Source records
★ ★ ★ ★ ★
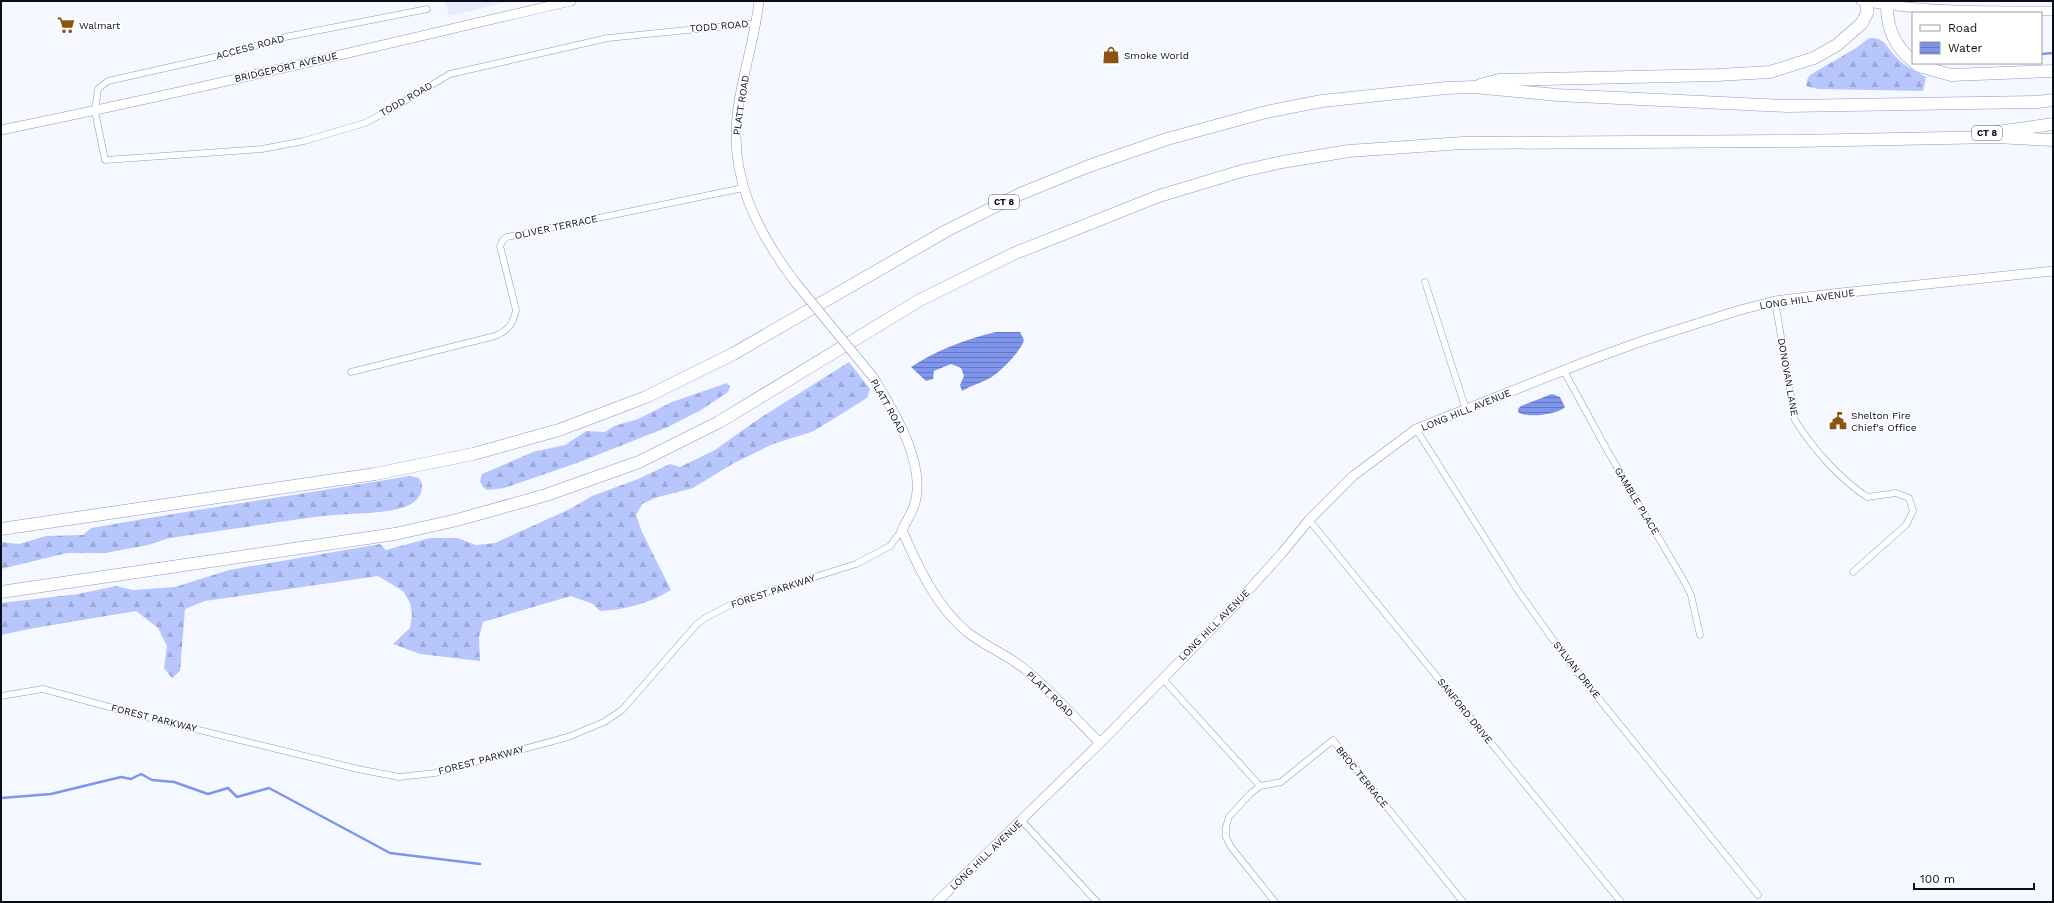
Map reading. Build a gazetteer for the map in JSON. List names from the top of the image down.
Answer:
{
  "streets": {
    "highway": ["CT 8"],
    "street": [
      "TODD ROAD",
      "ACCESS ROAD",
      "BRIDGEPORT AVENUE",
      "PLATT ROAD",
      "OLIVER TERRACE",
      "LONG HILL AVENUE",
      "DONOVAN LANE",
      "GAMBLE PLACE",
      "FOREST PARKWAY",
      "SYLVAN DRIVE",
      "SANFORD DRIVE",
      "BROC TERRACE"
    ]
  },
  "crossings": [
    ["TODD ROAD", "ACCESS ROAD"],
    ["TODD ROAD", "BRIDGEPORT AVENUE"],
    ["TODD ROAD", "PLATT ROAD"],
    ["ACCESS ROAD", "BRIDGEPORT AVENUE"],
    ["PLATT ROAD", "OLIVER TERRACE"],
    ["PLATT ROAD", "LONG HILL AVENUE"],
    ["PLATT ROAD", "FOREST PARKWAY"],
    ["LONG HILL AVENUE", "DONOVAN LANE"],
    ["LONG HILL AVENUE", "GAMBLE PLACE"],
    ["LONG HILL AVENUE", "SYLVAN DRIVE"],
    ["LONG HILL AVENUE", "SANFORD DRIVE"]
  ],
  "places": {
    "supermarket": ["Walmart"],
    "shop": ["Smoke World"],
    "public building": ["Shelton Fire Chief's Office"]
  },
  "legend": ["Road", "Water"],
  "scale_bar": "100 m"
}
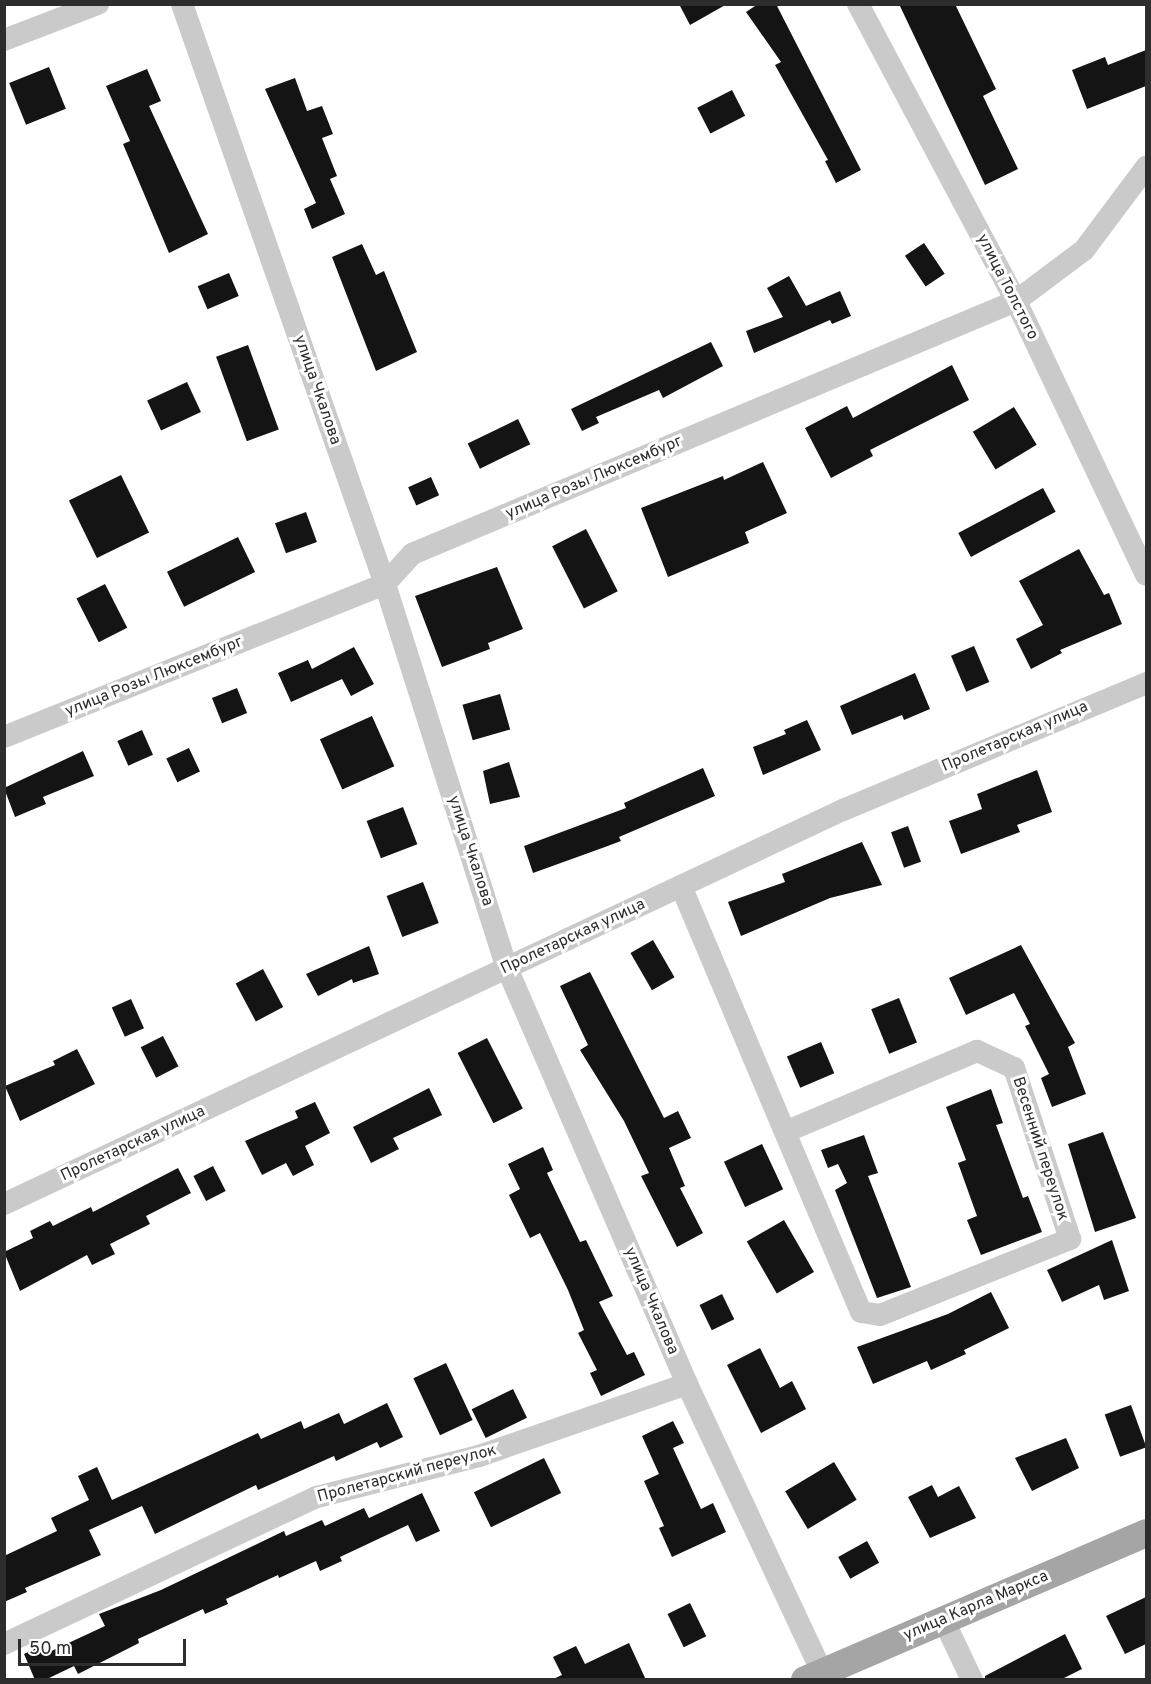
★ ★ ★ ★ ★
◆ **Exercise directions**
Whenever a line in the entries above includes the word "PLATT", pull that line out.

◆ **Written response**
      "PLATT ROAD",
    ["TODD ROAD", "PLATT ROAD"],
    ["PLATT ROAD", "OLIVER TERRACE"],
    ["PLATT ROAD", "LONG HILL AVENUE"],
    ["PLATT ROAD", "FOREST PARKWAY"],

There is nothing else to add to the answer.